● EXERCISE DETAILS:
Pull every line that includes the word "graph" out of the data below and copy it.

##### EXERCISE DATA

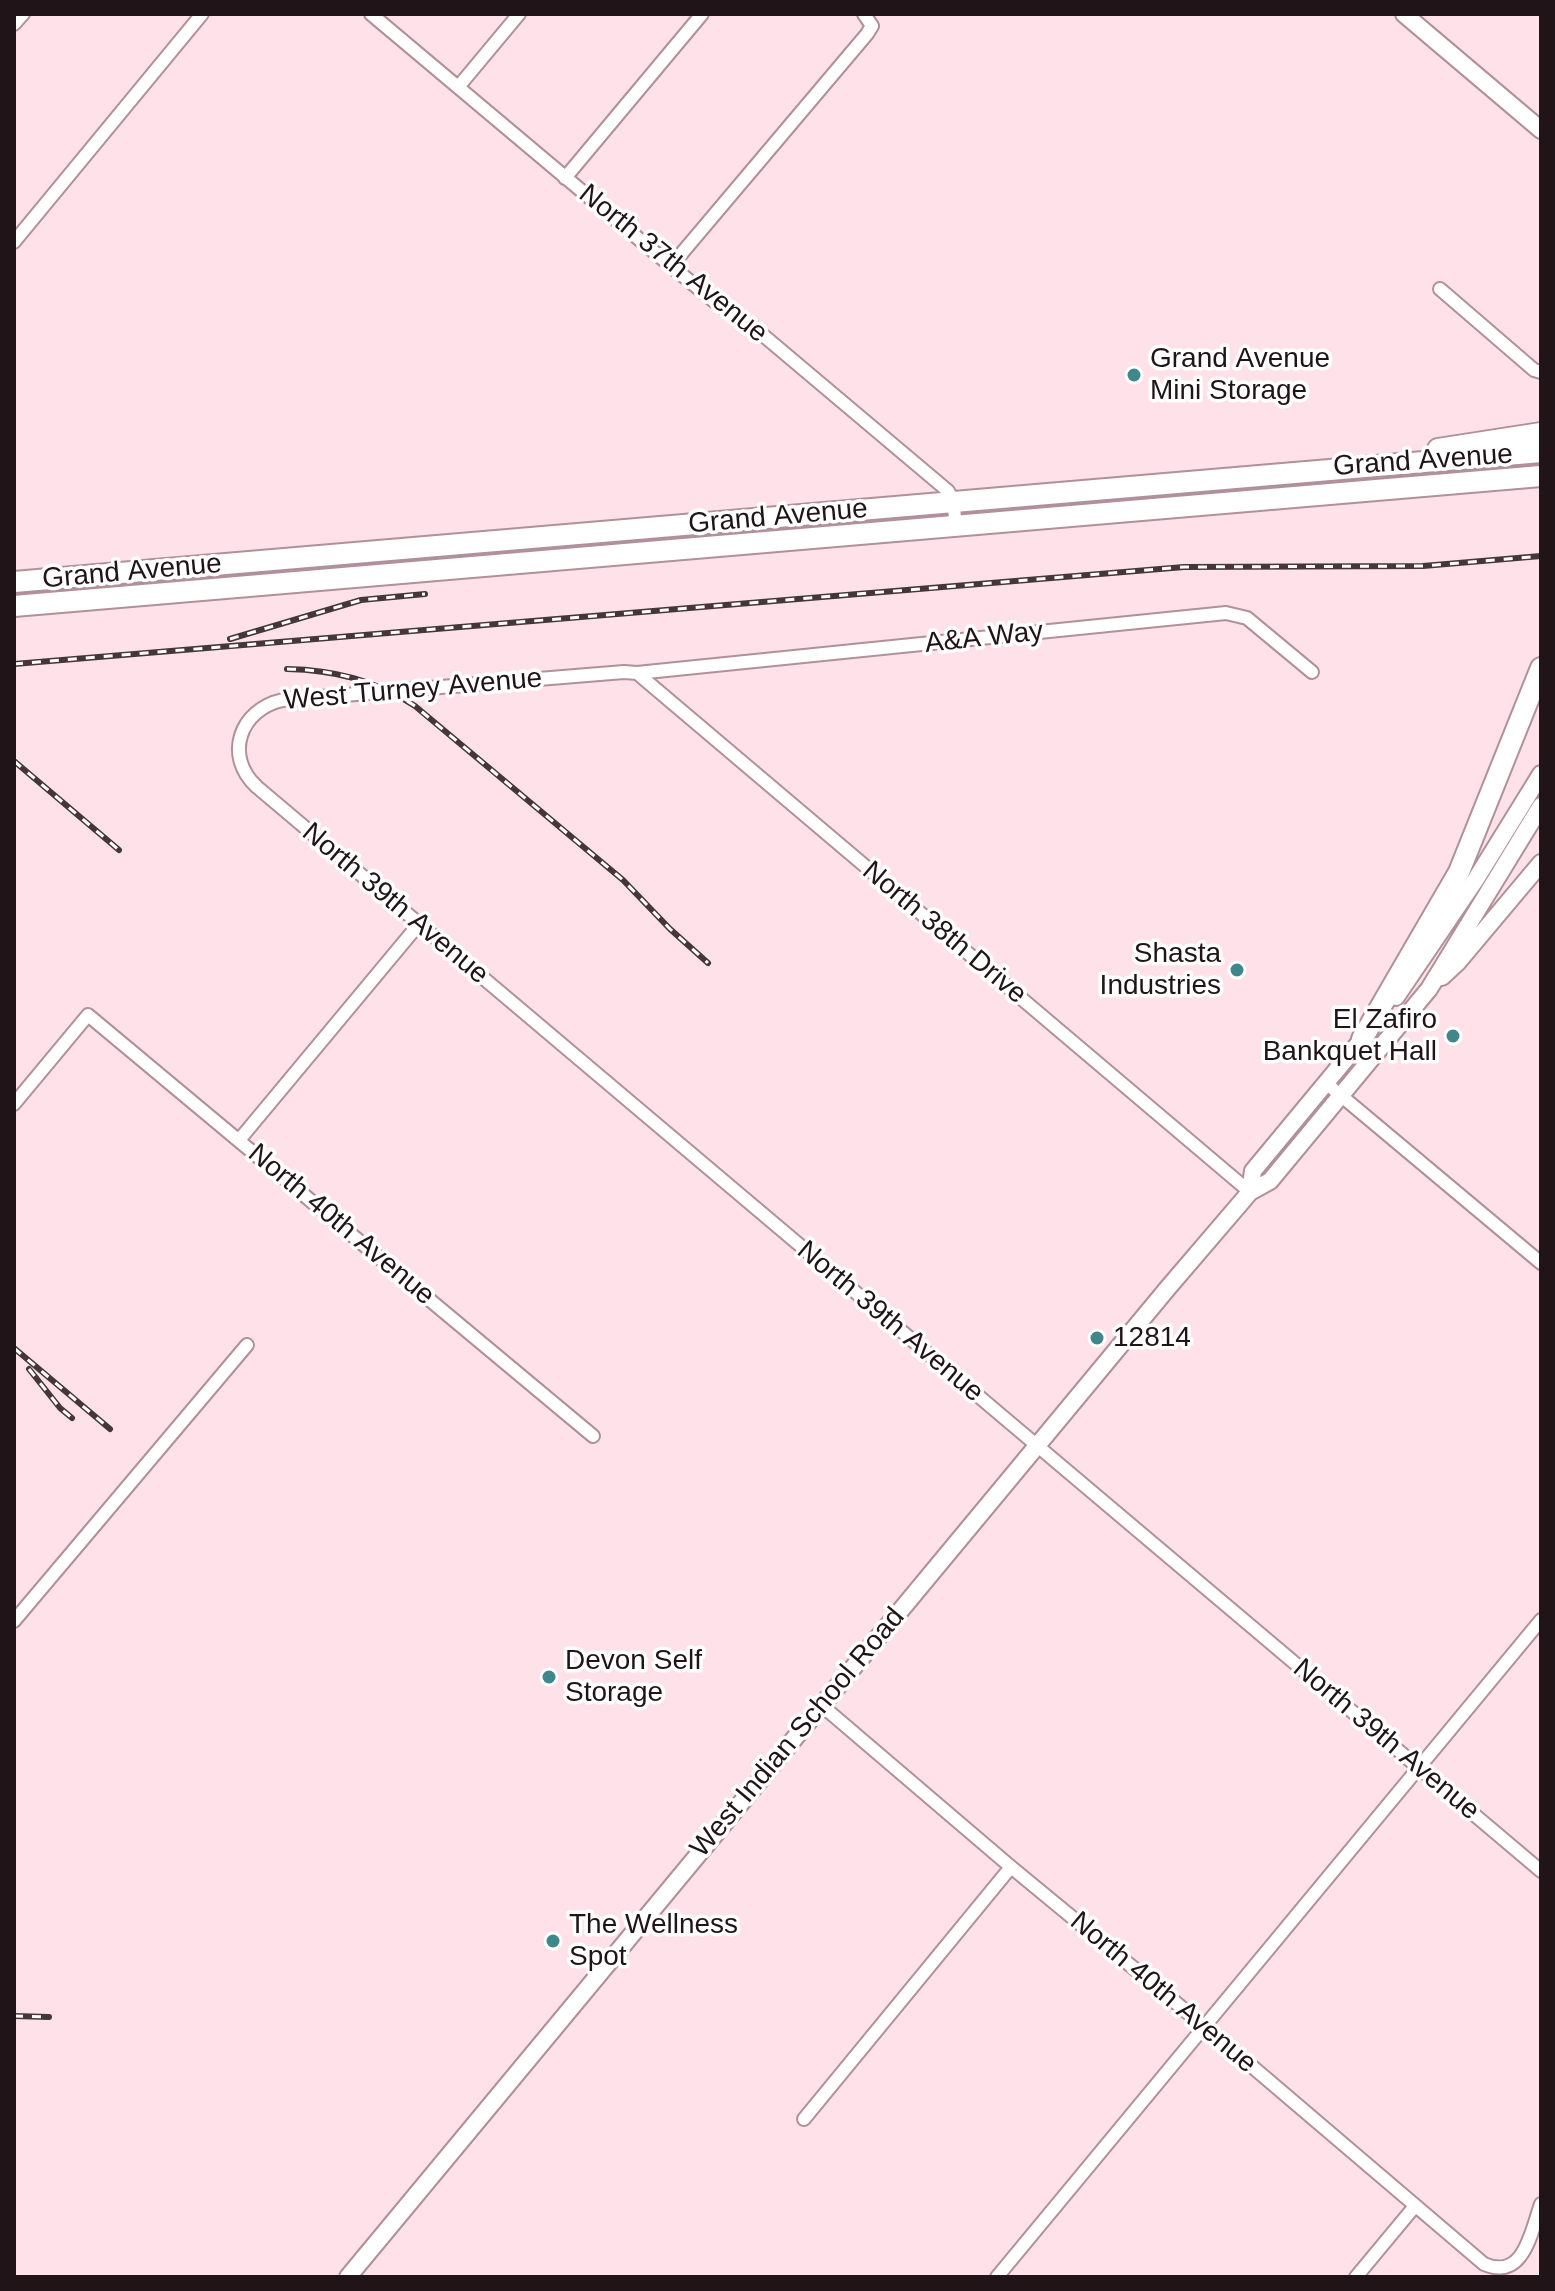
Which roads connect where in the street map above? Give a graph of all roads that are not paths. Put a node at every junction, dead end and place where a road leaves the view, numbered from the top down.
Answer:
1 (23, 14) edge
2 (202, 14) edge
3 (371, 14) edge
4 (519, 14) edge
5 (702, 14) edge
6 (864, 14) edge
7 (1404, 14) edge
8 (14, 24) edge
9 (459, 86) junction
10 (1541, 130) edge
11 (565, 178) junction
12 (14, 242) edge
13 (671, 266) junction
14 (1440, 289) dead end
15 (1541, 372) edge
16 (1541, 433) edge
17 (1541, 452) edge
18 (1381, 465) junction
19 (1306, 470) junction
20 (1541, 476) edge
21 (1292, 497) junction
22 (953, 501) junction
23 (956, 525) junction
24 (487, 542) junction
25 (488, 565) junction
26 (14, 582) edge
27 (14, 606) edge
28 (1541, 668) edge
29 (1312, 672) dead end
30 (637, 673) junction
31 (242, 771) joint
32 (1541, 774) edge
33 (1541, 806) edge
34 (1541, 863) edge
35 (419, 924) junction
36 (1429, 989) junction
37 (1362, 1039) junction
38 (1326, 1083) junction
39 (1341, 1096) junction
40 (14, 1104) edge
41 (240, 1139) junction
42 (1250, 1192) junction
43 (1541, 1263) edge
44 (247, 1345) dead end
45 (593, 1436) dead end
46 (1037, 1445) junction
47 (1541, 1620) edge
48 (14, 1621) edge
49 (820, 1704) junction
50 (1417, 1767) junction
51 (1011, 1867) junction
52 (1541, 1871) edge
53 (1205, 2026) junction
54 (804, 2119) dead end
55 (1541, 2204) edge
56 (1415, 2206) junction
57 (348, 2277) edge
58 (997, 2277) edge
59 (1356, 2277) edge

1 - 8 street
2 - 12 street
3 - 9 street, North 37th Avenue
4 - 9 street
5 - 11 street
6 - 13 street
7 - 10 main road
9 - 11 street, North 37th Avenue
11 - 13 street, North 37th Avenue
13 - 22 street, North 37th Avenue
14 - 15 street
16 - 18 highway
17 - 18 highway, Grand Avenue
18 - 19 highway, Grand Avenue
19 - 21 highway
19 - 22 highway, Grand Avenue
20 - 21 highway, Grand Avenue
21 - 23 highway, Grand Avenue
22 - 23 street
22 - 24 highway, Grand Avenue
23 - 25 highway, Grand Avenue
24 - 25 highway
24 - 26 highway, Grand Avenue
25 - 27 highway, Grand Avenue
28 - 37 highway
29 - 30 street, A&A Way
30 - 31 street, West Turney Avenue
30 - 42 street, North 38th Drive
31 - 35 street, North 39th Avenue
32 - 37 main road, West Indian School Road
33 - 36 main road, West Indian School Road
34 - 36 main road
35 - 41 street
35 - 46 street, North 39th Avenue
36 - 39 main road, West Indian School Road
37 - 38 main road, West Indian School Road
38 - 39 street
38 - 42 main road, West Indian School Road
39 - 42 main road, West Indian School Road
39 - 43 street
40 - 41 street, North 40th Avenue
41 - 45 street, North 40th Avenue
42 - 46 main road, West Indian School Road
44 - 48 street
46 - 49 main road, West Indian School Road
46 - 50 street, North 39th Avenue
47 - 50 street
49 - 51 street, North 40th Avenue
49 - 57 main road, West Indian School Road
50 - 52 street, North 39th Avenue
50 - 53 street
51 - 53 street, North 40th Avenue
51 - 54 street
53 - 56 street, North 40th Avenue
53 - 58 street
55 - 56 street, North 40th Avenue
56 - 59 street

##########
##### EXERCISE DATA

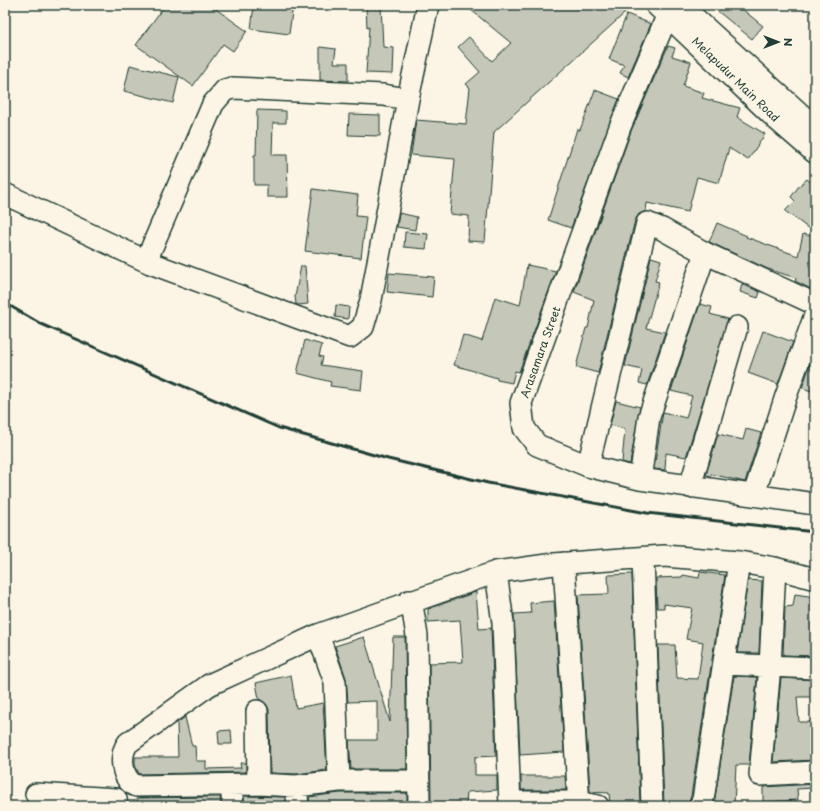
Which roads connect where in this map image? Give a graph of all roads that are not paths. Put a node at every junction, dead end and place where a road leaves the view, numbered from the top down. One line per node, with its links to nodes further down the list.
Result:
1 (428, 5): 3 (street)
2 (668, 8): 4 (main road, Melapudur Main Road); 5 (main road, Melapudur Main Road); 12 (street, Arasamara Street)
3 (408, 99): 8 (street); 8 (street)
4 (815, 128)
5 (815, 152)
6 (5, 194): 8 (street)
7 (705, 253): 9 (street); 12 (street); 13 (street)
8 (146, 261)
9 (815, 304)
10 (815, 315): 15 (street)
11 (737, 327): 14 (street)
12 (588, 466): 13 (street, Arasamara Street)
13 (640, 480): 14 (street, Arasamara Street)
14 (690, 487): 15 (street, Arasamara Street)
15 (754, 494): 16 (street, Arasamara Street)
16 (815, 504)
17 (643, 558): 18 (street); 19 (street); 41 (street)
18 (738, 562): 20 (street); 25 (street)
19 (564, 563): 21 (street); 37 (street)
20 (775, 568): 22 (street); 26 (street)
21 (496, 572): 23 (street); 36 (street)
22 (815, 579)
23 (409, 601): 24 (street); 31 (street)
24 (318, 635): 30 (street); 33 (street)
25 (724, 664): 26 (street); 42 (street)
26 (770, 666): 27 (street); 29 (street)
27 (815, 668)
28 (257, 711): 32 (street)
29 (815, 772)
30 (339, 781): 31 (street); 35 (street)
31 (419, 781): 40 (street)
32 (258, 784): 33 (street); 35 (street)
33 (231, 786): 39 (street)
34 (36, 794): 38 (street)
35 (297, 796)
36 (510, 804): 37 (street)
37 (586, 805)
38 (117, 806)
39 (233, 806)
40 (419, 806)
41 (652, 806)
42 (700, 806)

##########
##### EXERCISE DATA

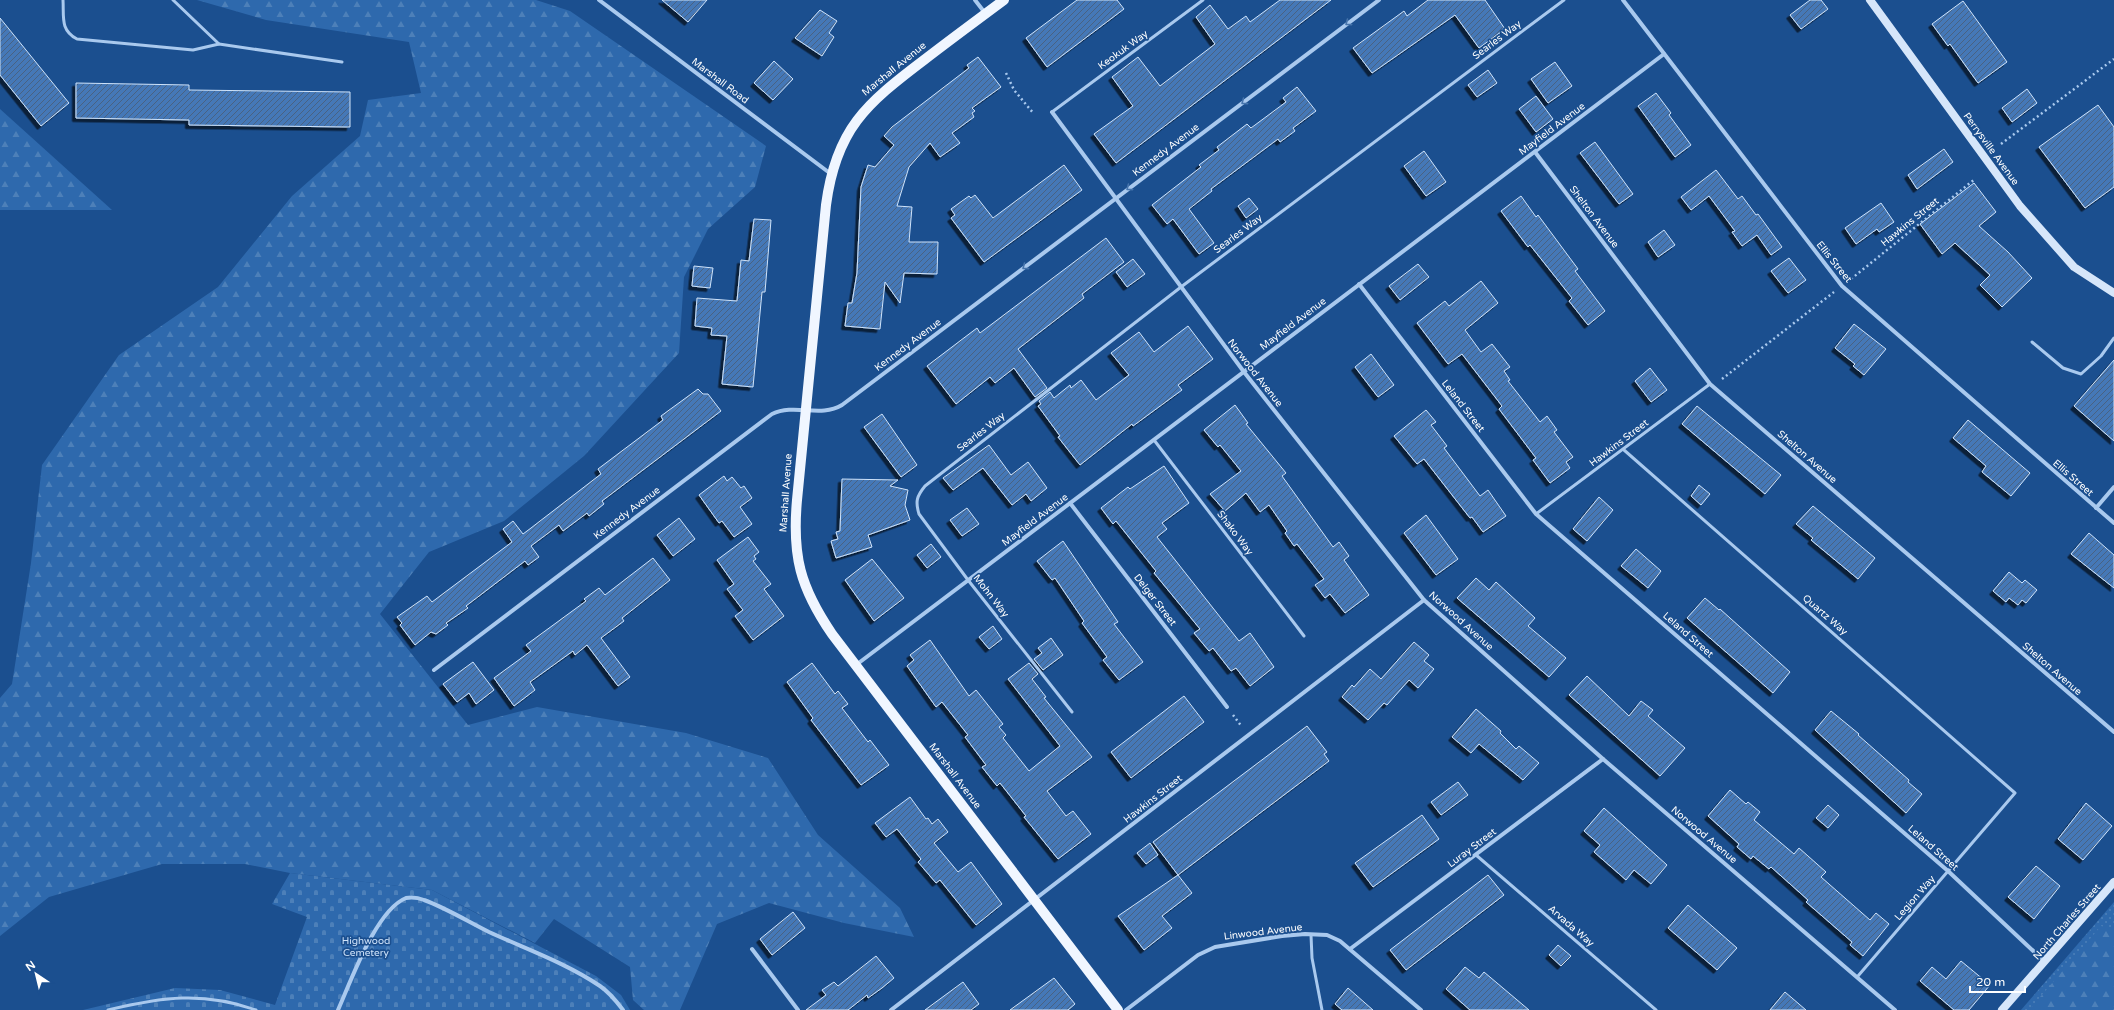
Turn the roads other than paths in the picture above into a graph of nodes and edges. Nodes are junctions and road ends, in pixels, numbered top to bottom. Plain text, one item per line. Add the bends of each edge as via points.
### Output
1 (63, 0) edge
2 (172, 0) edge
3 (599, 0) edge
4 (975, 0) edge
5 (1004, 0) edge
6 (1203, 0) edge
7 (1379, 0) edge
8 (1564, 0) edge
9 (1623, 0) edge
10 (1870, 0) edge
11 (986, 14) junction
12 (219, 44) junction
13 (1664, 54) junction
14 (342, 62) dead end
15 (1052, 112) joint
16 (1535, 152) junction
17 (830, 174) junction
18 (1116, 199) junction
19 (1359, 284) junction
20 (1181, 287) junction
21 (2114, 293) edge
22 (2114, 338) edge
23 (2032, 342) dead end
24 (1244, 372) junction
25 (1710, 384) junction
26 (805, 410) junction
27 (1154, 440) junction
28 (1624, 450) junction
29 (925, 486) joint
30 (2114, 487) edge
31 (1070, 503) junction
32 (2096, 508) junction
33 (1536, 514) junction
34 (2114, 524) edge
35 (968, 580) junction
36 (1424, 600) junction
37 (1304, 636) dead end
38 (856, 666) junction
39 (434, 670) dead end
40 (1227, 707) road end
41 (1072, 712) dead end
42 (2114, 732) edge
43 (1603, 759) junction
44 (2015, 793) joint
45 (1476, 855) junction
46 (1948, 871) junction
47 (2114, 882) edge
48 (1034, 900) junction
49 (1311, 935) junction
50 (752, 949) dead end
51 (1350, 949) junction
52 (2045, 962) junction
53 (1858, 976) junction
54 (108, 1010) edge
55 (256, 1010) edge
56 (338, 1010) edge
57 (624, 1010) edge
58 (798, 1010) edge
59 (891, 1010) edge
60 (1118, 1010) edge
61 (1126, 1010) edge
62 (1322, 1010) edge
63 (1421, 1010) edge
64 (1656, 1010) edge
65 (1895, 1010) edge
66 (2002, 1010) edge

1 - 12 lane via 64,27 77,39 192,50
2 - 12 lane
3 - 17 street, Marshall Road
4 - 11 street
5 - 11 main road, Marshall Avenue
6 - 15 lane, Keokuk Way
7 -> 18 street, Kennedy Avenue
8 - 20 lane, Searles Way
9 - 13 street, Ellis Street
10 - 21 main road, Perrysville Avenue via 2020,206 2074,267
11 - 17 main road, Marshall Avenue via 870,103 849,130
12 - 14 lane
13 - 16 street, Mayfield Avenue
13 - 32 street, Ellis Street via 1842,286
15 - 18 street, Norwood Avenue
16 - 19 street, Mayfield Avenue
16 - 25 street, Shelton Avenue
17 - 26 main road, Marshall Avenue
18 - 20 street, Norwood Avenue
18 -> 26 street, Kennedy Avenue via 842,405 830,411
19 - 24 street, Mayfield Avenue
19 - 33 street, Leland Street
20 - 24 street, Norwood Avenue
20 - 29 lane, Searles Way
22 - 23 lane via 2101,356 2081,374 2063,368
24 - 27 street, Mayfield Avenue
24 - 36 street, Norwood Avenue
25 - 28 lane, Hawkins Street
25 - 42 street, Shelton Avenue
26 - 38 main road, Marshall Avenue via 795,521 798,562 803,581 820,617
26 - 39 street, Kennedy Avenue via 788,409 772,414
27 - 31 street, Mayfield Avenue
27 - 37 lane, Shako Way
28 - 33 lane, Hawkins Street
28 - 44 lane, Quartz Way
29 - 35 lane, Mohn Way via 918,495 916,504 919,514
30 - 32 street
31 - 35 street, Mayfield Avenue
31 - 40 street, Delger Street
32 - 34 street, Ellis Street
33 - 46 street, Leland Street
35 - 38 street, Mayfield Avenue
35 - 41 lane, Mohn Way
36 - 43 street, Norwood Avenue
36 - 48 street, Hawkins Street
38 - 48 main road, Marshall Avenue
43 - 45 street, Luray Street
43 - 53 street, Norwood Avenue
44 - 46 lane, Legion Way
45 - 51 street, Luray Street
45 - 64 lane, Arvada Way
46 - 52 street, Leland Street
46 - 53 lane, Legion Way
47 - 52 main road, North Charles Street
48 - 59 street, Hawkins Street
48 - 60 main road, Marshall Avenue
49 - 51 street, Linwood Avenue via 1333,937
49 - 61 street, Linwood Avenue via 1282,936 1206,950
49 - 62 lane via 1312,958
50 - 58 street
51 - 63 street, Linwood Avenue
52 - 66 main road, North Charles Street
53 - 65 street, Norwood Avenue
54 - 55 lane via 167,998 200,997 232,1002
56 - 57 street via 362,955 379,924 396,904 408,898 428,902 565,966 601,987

##########

● RESPONSE AREA:
Which roads connect where in the street map above? Give a graph of all roads that are not paths. Put a node at every junction, dead end and place where a road leaves the view, numbered from the top down.
Which roads connect where in this map image? Give a graph of all roads that are not paths. Put a node at every junction, dead end and place where a road leaves the view, numbered from the top down. One line per node, with its links to nodes further down the list.
Turn the roads other than paths in the picture above into a graph of nodes and edges. Nodes are junctions and road ends, in pixels, numbered top to bottom. Plain text, one item per line. Add the bends of each edge as via points.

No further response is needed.